====== Dataset entries

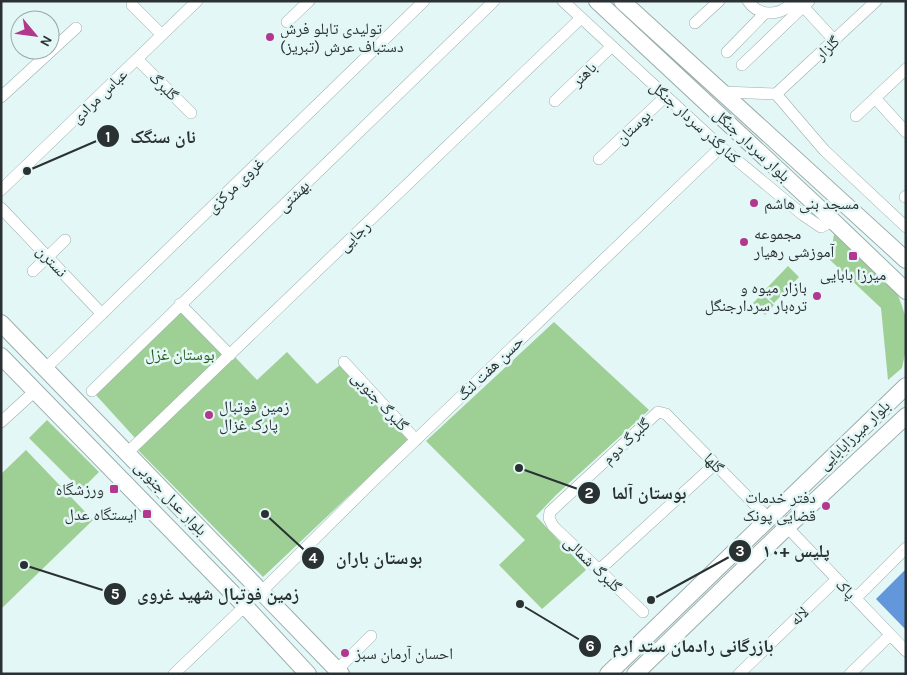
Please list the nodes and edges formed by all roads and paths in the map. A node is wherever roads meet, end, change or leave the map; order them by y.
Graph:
1 (197, 1) edge
2 (309, 1) edge
3 (424, 1) edge
4 (494, 1) edge
5 (563, 1) edge
6 (597, 1) edge
7 (622, 1) edge
8 (719, 1) edge
9 (748, 1) edge
10 (876, 1) edge
11 (801, 3) edge
12 (132, 5) dead end
13 (765, 13) junction
14 (581, 18) junction
15 (287, 22) dead end
16 (695, 23) dead end
17 (76, 28) dead end
18 (162, 35) junction
19 (835, 41) junction
20 (612, 46) junction
21 (727, 52) dead end
22 (137, 59) junction
23 (742, 65) dead end
24 (906, 69) edge
25 (722, 92) junction
26 (776, 94) junction
27 (666, 96) junction
28 (1, 97) edge
29 (875, 98) junction
30 (555, 101) dead end
31 (191, 113) dead end
32 (856, 116) dead end
33 (906, 132) edge
34 (721, 147) junction
35 (599, 159) dead end
36 (1, 190) edge
37 (1, 208) edge
38 (831, 218) junction
39 (906, 227) edge
40 (65, 240) dead end
41 (48, 257) junction
42 (906, 260) edge
43 (33, 271) dead end
44 (902, 288) edge
45 (906, 302) edge
46 (180, 304) junction
47 (102, 314) junction
48 (1, 323) edge
49 (230, 355) junction
50 (1, 356) edge
51 (344, 362) dead end
52 (46, 368) junction
53 (906, 378) edge
54 (906, 386) edge
55 (92, 390) dead end
56 (35, 391) junction
57 (891, 399) junction
58 (658, 412) joint
59 (906, 416) edge
60 (1, 422) edge
61 (416, 440) junction
62 (127, 453) junction
63 (715, 464) junction
64 (550, 512) joint
65 (768, 518) junction
66 (787, 527) junction
67 (906, 548) edge
68 (599, 570) junction
69 (837, 579) junction
70 (261, 592) junction
71 (856, 598) junction
72 (245, 606) junction
73 (643, 612) dead end
74 (890, 635) junction
75 (371, 636) dead end
76 (906, 651) edge
77 (339, 672) edge
78 (174, 674) edge
79 (308, 674) edge
80 (608, 674) edge
81 (636, 674) edge
82 (739, 674) edge
83 (850, 674) edge

1 - 18 street, عباس مرادی
2 - 15 street
3 - 47 street, غروی مرکزی
4 - 46 street, بهشتی
5 - 14 street, کنارگذر سردار جنگل
6 - 38 main road, بلوار سردار جنگل
7 - 25 main road, بلوار سردار جنگل
8 - 16 street
9 - 13 street
10 - 19 street, گلزار
11 - 13 street
11 - 19 street
11 - 23 street
12 - 18 street
13 - 21 street
14 - 20 street, کنارگذر سردار جنگل
14 - 49 street, رجایی
17 - 28 street
18 - 22 street, عباس مرادی
19 - 26 street, گلزار
20 - 27 street, کنارگذر سردار جنگل
20 - 30 street, باهنر
22 - 31 street, گلبرگ
22 - 36 street, عباس مرادی
24 - 29 street
25 - 26 street
25 - 42 main road, بلوار سردار جنگل
26 - 39 street
27 - 34 street, کنارگذر سردار جنگل
27 - 35 street, بوستان
29 - 32 street
29 - 33 street
34 - 38 street, کنارگذر سردار جنگل
34 - 61 street, حسن هفت لنگ
37 - 41 street, نسترن
38 - 44 main road, بلوار سردار جنگل
40 - 41 street
41 - 43 street
41 - 47 street, نسترن
44 - 45 main road
46 - 49 street
46 - 55 street, بهشتی
47 - 52 street, غروی مرکزی
48 - 52 main road, بلوار عدل جنوبی
49 - 62 street, رجایی
50 - 56 main road, بلوار عدل جنوبی
51 - 61 street, گلبرگ جنوبی
52 - 62 main road, بلوار عدل جنوبی
53 - 57 main road
54 - 57 main road, بلوار میرزابابایی
56 - 60 street
56 - 72 main road, بلوار عدل جنوبی
57 - 65 main road, بلوار میرزابابایی
58 - 63 street, گلها
58 - 64 street, گلبرگ دوم
59 - 66 main road, بلوار میرزابابایی
61 - 70 street, حسن هفت لنگ
62 - 70 main road, بلوار عدل جنوبی
63 - 65 street, گلها
63 - 68 street
64 - 68 street, گلبرگ شمالی
65 - 80 main road, بلوار میرزابابایی
66 - 69 street, پاک
66 - 81 main road, بلوار میرزابابایی
67 - 71 street
68 - 73 street, گلبرگ شمالی
69 - 71 street, پاک
69 - 82 street, لاله
70 - 77 main road, بلوار عدل جنوبی
71 - 74 street, پاک
72 - 78 street
72 - 79 main road, بلوار عدل جنوبی
74 - 76 street, پاک
74 - 83 street
75 - 77 street

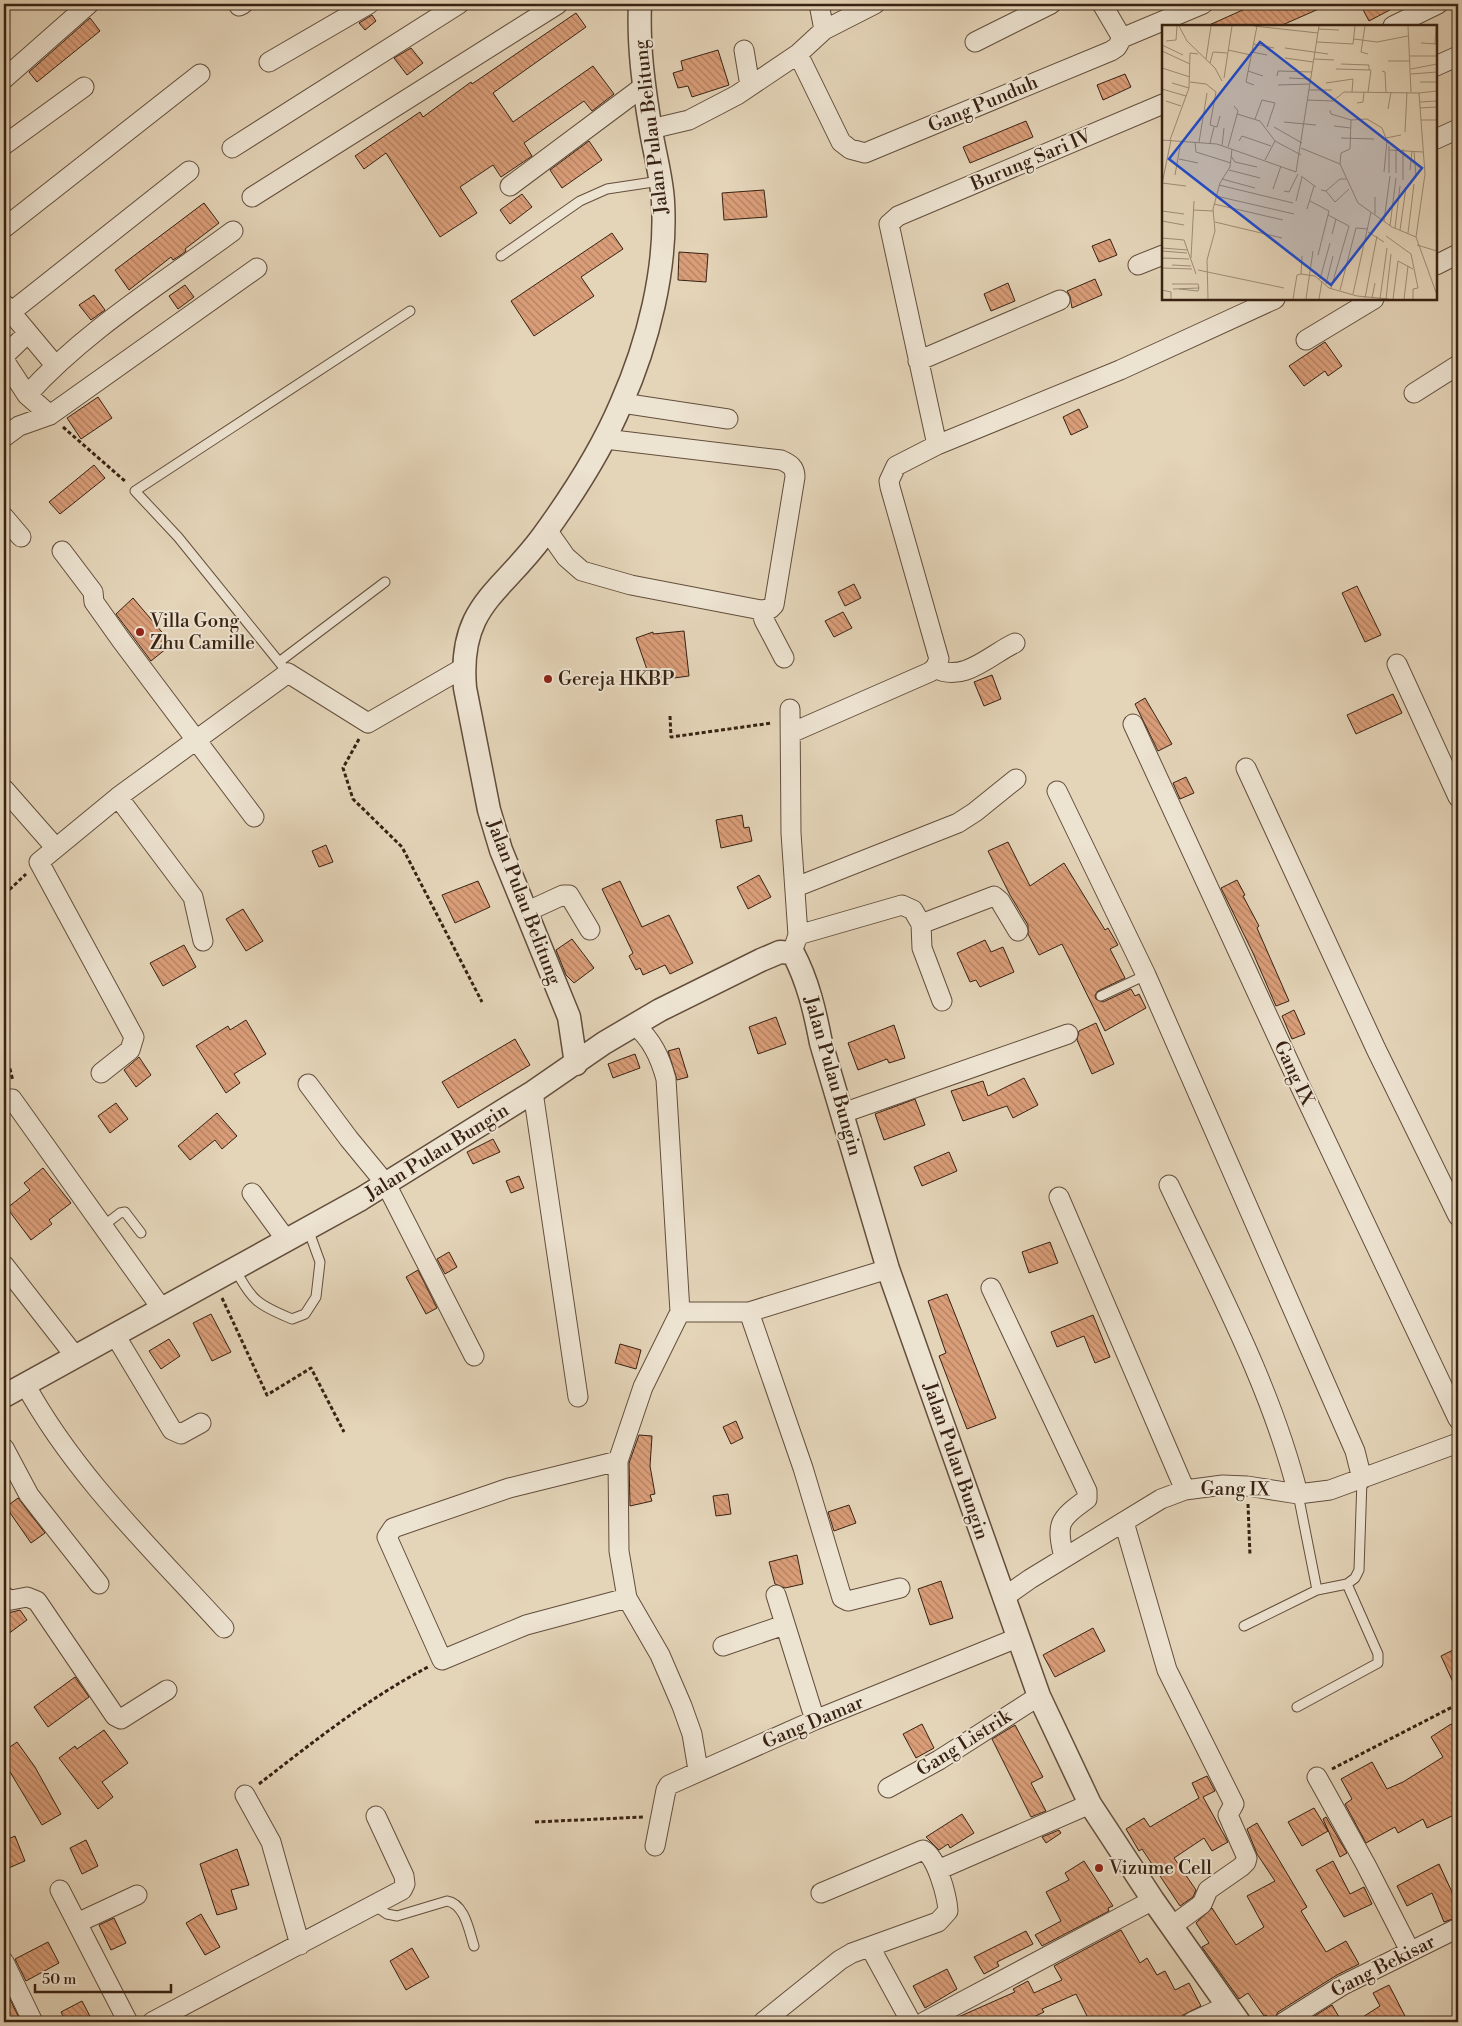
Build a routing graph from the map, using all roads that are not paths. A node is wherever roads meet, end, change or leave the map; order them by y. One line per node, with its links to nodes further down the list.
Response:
1 (89, 4): 25 (street)
2 (369, 4): 22 (street)
3 (459, 4): 34 (street)
4 (558, 4): 38 (street)
5 (640, 4): 26 (street, Jalan Pulau Belitung)
6 (819, 4): 16 (street)
7 (875, 4): 16 (street)
8 (1051, 4): 18 (street)
9 (1102, 4): 17 (street)
10 (1203, 4): 12 (street, Gang Punduh)
11 (1438, 4): 14 (street)
12 (1185, 19): 13 (street, Gang Punduh)
13 (1165, 25)
14 (1395, 25)
15 (1162, 26): 17 (street, Gang Punduh)
16 (824, 30): 20 (street)
17 (1122, 38): 20 (street, Gang Punduh)
18 (975, 42)
19 (744, 50): 27 (street)
20 (798, 54): 27 (street)
21 (1458, 56): 23 (street)
22 (270, 62)
23 (1437, 66)
24 (200, 74): 39 (street)
25 (4, 79)
26 (644, 86): 30 (street, Jalan Pulau Belitung); 37 (street)
27 (750, 86): 30 (street)
28 (84, 87): 33 (street)
29 (1162, 104): 56 (street, Burung Sari IV)
30 (658, 127): 36 (street, Jalan Pulau Belitung)
31 (1458, 129): 32 (street)
32 (1437, 139)
33 (4, 145)
34 (232, 148)
35 (189, 171): 50 (street)
36 (660, 181): 43 (lane); 61 (street, Jalan Pulau Belitung)
37 (510, 186)
38 (252, 197)
39 (4, 228)
40 (233, 231): 57 (street)
41 (1458, 254): 44 (street)
42 (1162, 255): 45 (street)
43 (500, 256)
44 (1437, 264)
45 (1138, 265)
46 (257, 268): 62 (street)
47 (1060, 300): 56 (street)
48 (1274, 300): 66 (street)
49 (1372, 300): 53 (street)
50 (7, 308): 52 (street)
51 (410, 311): 76 (lane)
52 (28, 333): 54 (street); 57 (street)
53 (1306, 340)
54 (4, 356)
55 (4, 360): 60 (street)
56 (918, 361): 66 (street)
57 (55, 365): 60 (street)
58 (1458, 365): 59 (street)
59 (1414, 393)
60 (27, 395): 62 (street)
61 (622, 403): 63 (street); 65 (street, Jalan Pulau Belitung)
62 (50, 415): 64 (street)
63 (728, 419)
64 (4, 437)
65 (605, 439): 68 (street, Jalan Pulau Belitung); 72 (street)
66 (937, 445): 78 (street)
67 (4, 517): 69 (street)
68 (547, 530): 72 (street); 77 (street, Jalan Pulau Belitung)
69 (21, 537)
70 (62, 551): 80 (street)
71 (385, 582): 76 (lane)
72 (761, 610): 74 (street)
73 (1015, 643): 78 (street)
74 (784, 658)
75 (1397, 664): 86 (street)
76 (284, 668): 77 (street); 80 (street)
77 (463, 668): 90 (street, Jalan Pulau Belitung)
78 (935, 668): 89 (street)
79 (1133, 724): 131 (street, Gang IX)
80 (195, 741): 85 (street); 87 (street)
81 (1246, 768): 113 (street)
82 (1016, 779): 89 (street)
83 (4, 789): 88 (street)
84 (1058, 791): 96 (street)
85 (118, 797): 88 (street); 94 (street)
86 (1458, 797)
87 (254, 817)
88 (55, 848): 104 (street)
89 (796, 887): 95 (street)
90 (541, 905): 92 (street); 99 (street, Jalan Pulau Belitung)
91 (921, 924): 93 (street); 95 (street); 98 (street)
92 (590, 930)
93 (1018, 931)
94 (203, 941)
95 (795, 944): 100 (street, Jalan Pulau Bungin); 108 (street, Jalan Pulau Bungin)
96 (1146, 975): 97 (lane); 136 (street)
97 (1100, 996)
98 (942, 1001)
99 (569, 1018): 102 (street); 103 (street, Jalan Pulau Belitung)
100 (645, 1018): 102 (street, Jalan Pulau Bungin); 123 (street)
101 (1068, 1034): 108 (street)
102 (604, 1043): 103 (street, Jalan Pulau Bungin)
103 (576, 1064): 106 (street, Jalan Pulau Bungin)
104 (101, 1073)
105 (308, 1084): 109 (street)
106 (533, 1092): 109 (street, Jalan Pulau Bungin); 130 (street)
107 (8, 1100): 114 (street)
108 (843, 1113): 120 (street, Jalan Pulau Bungin)
109 (386, 1184): 115 (street, Jalan Pulau Bungin); 127 (street)
110 (1169, 1185): 138 (street)
111 (252, 1193): 117 (street)
112 (1059, 1197): 137 (street)
113 (1458, 1216)
114 (103, 1226): 116 (lane); 122 (street)
115 (308, 1229): 117 (street, Jalan Pulau Bungin); 119 (lane)
116 (142, 1233)
117 (287, 1241): 119 (street, Jalan Pulau Bungin)
118 (4, 1265): 126 (street)
119 (235, 1268): 122 (street, Jalan Pulau Bungin)
120 (888, 1269): 124 (street); 148 (street, Jalan Pulau Bungin)
121 (991, 1288): 140 (street)
122 (162, 1309): 125 (street, Jalan Pulau Bungin)
123 (680, 1312): 124 (street); 135 (street)
124 (749, 1312): 143 (street)
125 (115, 1335): 126 (street, Jalan Pulau Bungin); 132 (street)
126 (75, 1356): 128 (street, Jalan Pulau Bungin)
127 (474, 1356)
128 (25, 1384): 129 (street, Jalan Pulau Bungin); 151 (street)
129 (4, 1396)
130 (578, 1397)
131 (1458, 1419)
132 (201, 1423)
133 (1458, 1443): 136 (street, Gang IX)
134 (4, 1448): 141 (street)
135 (618, 1461): 147 (street); 147 (street)
136 (1362, 1479): 138 (street, Gang IX); 142 (lane)
137 (1185, 1490): 138 (street, Gang IX); 139 (street, Gang IX)
138 (1298, 1494): 144 (lane)
139 (1124, 1522): 140 (street, Gang IX); 172 (street)
140 (1064, 1558): 148 (street, Gang IX)
141 (99, 1584)
142 (1347, 1584): 144 (lane); 156 (lane)
143 (900, 1588)
144 (1317, 1590): 150 (lane)
145 (776, 1595): 149 (street)
146 (4, 1596): 154 (street)
147 (627, 1598): 158 (street)
148 (1003, 1598): 152 (street, Jalan Pulau Bungin)
149 (784, 1625): 153 (street); 157 (street)
150 (1244, 1626)
151 (224, 1628)
152 (1017, 1638): 155 (street, Jalan Pulau Bungin); 157 (street, Gang Damar)
153 (723, 1646)
154 (167, 1690)
155 (1039, 1696): 160 (street, Gang Listrik); 162 (street, Jalan Pulau Bungin)
156 (1297, 1708)
157 (815, 1720): 158 (street, Gang Damar)
158 (698, 1770): 164 (street, Gang Damar)
159 (1317, 1777): 177 (street)
160 (888, 1788)
161 (245, 1795): 174 (street)
162 (1090, 1804): 165 (street); 169 (street, Jalan Pulau Bungin)
163 (376, 1816): 170 (street)
164 (655, 1846)
165 (938, 1870): 167 (street); 176 (street)
166 (60, 1890): 171 (street)
167 (821, 1893)
168 (137, 1895): 171 (street)
169 (1153, 1900): 172 (street, Jalan Pulau Bungin); 185 (street)
170 (375, 1906): 174 (street); 175 (lane)
171 (77, 1923): 182 (street)
172 (1172, 1926): 179 (street, Jalan Pulau Bungin)
173 (1458, 1928): 177 (street, Gang Bekisar)
174 (300, 1945): 180 (street)
175 (474, 1946)
176 (870, 1947): 183 (street); 184 (street)
177 (1410, 1951): 187 (street, Gang Bekisar)
178 (4, 1962): 181 (street)
179 (1233, 2014): 186 (street)
180 (158, 2021)
181 (33, 2022)
182 (128, 2022)
183 (763, 2022)
184 (910, 2022)
185 (924, 2022)
186 (1192, 2022)
187 (1284, 2022)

============

◆ Your objective: Your answer should be the lines of the material above that include "them".

◆ Written answer:
Please list the nodes and edges formed by all roads and paths in the map. A node is wherever roads meet, end, change or leave the map; order them by y.
Build a routing graph from the map, using all roads that are not paths. A node is wherever roads meet, end, change or leave the map; order them by y. One line per node, with its links to nodes further down the list.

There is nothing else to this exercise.